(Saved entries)
+-------+

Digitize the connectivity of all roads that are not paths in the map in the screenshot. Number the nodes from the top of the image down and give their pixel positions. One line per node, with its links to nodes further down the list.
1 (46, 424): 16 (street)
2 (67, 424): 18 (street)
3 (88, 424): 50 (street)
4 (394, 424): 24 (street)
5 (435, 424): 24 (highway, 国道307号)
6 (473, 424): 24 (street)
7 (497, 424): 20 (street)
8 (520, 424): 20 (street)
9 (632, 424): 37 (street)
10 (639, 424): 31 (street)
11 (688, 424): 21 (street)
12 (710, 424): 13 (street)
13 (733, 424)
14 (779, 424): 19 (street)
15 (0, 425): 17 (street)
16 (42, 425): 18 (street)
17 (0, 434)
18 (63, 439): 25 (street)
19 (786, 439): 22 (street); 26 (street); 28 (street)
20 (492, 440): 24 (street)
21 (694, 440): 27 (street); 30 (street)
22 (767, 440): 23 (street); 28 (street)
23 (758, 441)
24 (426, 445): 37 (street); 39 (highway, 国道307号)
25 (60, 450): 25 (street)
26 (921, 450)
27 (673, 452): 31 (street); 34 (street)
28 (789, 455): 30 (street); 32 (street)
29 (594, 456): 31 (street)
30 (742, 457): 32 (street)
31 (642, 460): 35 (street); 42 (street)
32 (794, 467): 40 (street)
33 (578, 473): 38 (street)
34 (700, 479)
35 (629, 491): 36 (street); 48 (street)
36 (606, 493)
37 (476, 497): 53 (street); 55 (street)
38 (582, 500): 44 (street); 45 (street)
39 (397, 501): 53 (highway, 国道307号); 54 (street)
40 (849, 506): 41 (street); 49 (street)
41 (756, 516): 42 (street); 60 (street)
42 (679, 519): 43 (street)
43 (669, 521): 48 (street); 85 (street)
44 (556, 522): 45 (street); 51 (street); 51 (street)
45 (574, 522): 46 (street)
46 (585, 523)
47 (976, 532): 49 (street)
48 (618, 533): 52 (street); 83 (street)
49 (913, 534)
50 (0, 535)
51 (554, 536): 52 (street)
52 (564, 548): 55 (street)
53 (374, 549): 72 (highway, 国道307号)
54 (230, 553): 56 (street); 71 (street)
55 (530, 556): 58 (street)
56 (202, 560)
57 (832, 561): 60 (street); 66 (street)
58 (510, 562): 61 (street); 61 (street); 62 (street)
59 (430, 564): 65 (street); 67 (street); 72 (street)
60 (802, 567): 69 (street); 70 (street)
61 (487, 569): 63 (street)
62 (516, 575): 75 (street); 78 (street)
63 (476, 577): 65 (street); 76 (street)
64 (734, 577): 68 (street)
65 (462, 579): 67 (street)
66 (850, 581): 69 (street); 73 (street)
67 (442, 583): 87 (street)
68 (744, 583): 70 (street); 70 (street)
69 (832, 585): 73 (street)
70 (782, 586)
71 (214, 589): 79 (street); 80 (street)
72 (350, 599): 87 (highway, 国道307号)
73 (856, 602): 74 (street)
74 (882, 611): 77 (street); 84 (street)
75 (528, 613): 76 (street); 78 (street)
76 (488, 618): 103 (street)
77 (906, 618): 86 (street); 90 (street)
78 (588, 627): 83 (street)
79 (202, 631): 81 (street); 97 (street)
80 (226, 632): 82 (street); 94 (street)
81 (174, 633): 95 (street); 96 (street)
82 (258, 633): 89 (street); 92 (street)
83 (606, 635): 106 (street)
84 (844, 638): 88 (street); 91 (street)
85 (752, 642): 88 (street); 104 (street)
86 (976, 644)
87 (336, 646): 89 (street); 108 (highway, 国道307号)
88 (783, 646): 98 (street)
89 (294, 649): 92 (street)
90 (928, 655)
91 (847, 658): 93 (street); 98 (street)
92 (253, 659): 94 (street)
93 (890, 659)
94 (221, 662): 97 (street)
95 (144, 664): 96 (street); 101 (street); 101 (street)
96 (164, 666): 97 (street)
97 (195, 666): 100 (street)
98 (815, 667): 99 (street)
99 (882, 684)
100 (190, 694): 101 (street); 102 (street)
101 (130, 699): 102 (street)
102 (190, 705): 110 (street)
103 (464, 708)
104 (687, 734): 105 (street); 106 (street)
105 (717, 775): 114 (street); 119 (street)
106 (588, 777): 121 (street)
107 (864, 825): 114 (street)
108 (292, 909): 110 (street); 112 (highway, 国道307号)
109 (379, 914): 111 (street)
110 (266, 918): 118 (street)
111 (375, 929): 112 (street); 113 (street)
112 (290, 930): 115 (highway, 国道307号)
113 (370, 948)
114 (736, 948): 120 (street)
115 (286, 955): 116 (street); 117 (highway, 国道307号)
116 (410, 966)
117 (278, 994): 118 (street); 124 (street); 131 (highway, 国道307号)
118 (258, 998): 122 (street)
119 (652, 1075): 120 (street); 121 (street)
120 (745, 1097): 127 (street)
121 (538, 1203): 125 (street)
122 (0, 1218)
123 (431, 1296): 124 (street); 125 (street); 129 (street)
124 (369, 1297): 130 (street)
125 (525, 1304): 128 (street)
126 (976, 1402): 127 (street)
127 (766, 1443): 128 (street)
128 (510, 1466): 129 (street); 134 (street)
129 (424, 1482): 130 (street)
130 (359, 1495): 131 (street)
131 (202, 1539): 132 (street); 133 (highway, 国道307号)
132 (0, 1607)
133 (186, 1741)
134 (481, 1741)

+-------+

**What you have to do**:
Please write out each entry shown above exactly as given.

**Response to this exercise**:
Digitize the connectivity of all roads that are not paths in the map in the screenshot. Number the nodes from the top of the image down and give their pixel positions. One line per node, with its links to nodes further down the list.
1 (46, 424): 16 (street)
2 (67, 424): 18 (street)
3 (88, 424): 50 (street)
4 (394, 424): 24 (street)
5 (435, 424): 24 (highway, 国道307号)
6 (473, 424): 24 (street)
7 (497, 424): 20 (street)
8 (520, 424): 20 (street)
9 (632, 424): 37 (street)
10 (639, 424): 31 (street)
11 (688, 424): 21 (street)
12 (710, 424): 13 (street)
13 (733, 424)
14 (779, 424): 19 (street)
15 (0, 425): 17 (street)
16 (42, 425): 18 (street)
17 (0, 434)
18 (63, 439): 25 (street)
19 (786, 439): 22 (street); 26 (street); 28 (street)
20 (492, 440): 24 (street)
21 (694, 440): 27 (street); 30 (street)
22 (767, 440): 23 (street); 28 (street)
23 (758, 441)
24 (426, 445): 37 (street); 39 (highway, 国道307号)
25 (60, 450): 25 (street)
26 (921, 450)
27 (673, 452): 31 (street); 34 (street)
28 (789, 455): 30 (street); 32 (street)
29 (594, 456): 31 (street)
30 (742, 457): 32 (street)
31 (642, 460): 35 (street); 42 (street)
32 (794, 467): 40 (street)
33 (578, 473): 38 (street)
34 (700, 479)
35 (629, 491): 36 (street); 48 (street)
36 (606, 493)
37 (476, 497): 53 (street); 55 (street)
38 (582, 500): 44 (street); 45 (street)
39 (397, 501): 53 (highway, 国道307号); 54 (street)
40 (849, 506): 41 (street); 49 (street)
41 (756, 516): 42 (street); 60 (street)
42 (679, 519): 43 (street)
43 (669, 521): 48 (street); 85 (street)
44 (556, 522): 45 (street); 51 (street); 51 (street)
45 (574, 522): 46 (street)
46 (585, 523)
47 (976, 532): 49 (street)
48 (618, 533): 52 (street); 83 (street)
49 (913, 534)
50 (0, 535)
51 (554, 536): 52 (street)
52 (564, 548): 55 (street)
53 (374, 549): 72 (highway, 国道307号)
54 (230, 553): 56 (street); 71 (street)
55 (530, 556): 58 (street)
56 (202, 560)
57 (832, 561): 60 (street); 66 (street)
58 (510, 562): 61 (street); 61 (street); 62 (street)
59 (430, 564): 65 (street); 67 (street); 72 (street)
60 (802, 567): 69 (street); 70 (street)
61 (487, 569): 63 (street)
62 (516, 575): 75 (street); 78 (street)
63 (476, 577): 65 (street); 76 (street)
64 (734, 577): 68 (street)
65 (462, 579): 67 (street)
66 (850, 581): 69 (street); 73 (street)
67 (442, 583): 87 (street)
68 (744, 583): 70 (street); 70 (street)
69 (832, 585): 73 (street)
70 (782, 586)
71 (214, 589): 79 (street); 80 (street)
72 (350, 599): 87 (highway, 国道307号)
73 (856, 602): 74 (street)
74 (882, 611): 77 (street); 84 (street)
75 (528, 613): 76 (street); 78 (street)
76 (488, 618): 103 (street)
77 (906, 618): 86 (street); 90 (street)
78 (588, 627): 83 (street)
79 (202, 631): 81 (street); 97 (street)
80 (226, 632): 82 (street); 94 (street)
81 (174, 633): 95 (street); 96 (street)
82 (258, 633): 89 (street); 92 (street)
83 (606, 635): 106 (street)
84 (844, 638): 88 (street); 91 (street)
85 (752, 642): 88 (street); 104 (street)
86 (976, 644)
87 (336, 646): 89 (street); 108 (highway, 国道307号)
88 (783, 646): 98 (street)
89 (294, 649): 92 (street)
90 (928, 655)
91 (847, 658): 93 (street); 98 (street)
92 (253, 659): 94 (street)
93 (890, 659)
94 (221, 662): 97 (street)
95 (144, 664): 96 (street); 101 (street); 101 (street)
96 (164, 666): 97 (street)
97 (195, 666): 100 (street)
98 (815, 667): 99 (street)
99 (882, 684)
100 (190, 694): 101 (street); 102 (street)
101 (130, 699): 102 (street)
102 (190, 705): 110 (street)
103 (464, 708)
104 (687, 734): 105 (street); 106 (street)
105 (717, 775): 114 (street); 119 (street)
106 (588, 777): 121 (street)
107 (864, 825): 114 (street)
108 (292, 909): 110 (street); 112 (highway, 国道307号)
109 (379, 914): 111 (street)
110 (266, 918): 118 (street)
111 (375, 929): 112 (street); 113 (street)
112 (290, 930): 115 (highway, 国道307号)
113 (370, 948)
114 (736, 948): 120 (street)
115 (286, 955): 116 (street); 117 (highway, 国道307号)
116 (410, 966)
117 (278, 994): 118 (street); 124 (street); 131 (highway, 国道307号)
118 (258, 998): 122 (street)
119 (652, 1075): 120 (street); 121 (street)
120 (745, 1097): 127 (street)
121 (538, 1203): 125 (street)
122 (0, 1218)
123 (431, 1296): 124 (street); 125 (street); 129 (street)
124 (369, 1297): 130 (street)
125 (525, 1304): 128 (street)
126 (976, 1402): 127 (street)
127 (766, 1443): 128 (street)
128 (510, 1466): 129 (street); 134 (street)
129 (424, 1482): 130 (street)
130 (359, 1495): 131 (street)
131 (202, 1539): 132 (street); 133 (highway, 国道307号)
132 (0, 1607)
133 (186, 1741)
134 (481, 1741)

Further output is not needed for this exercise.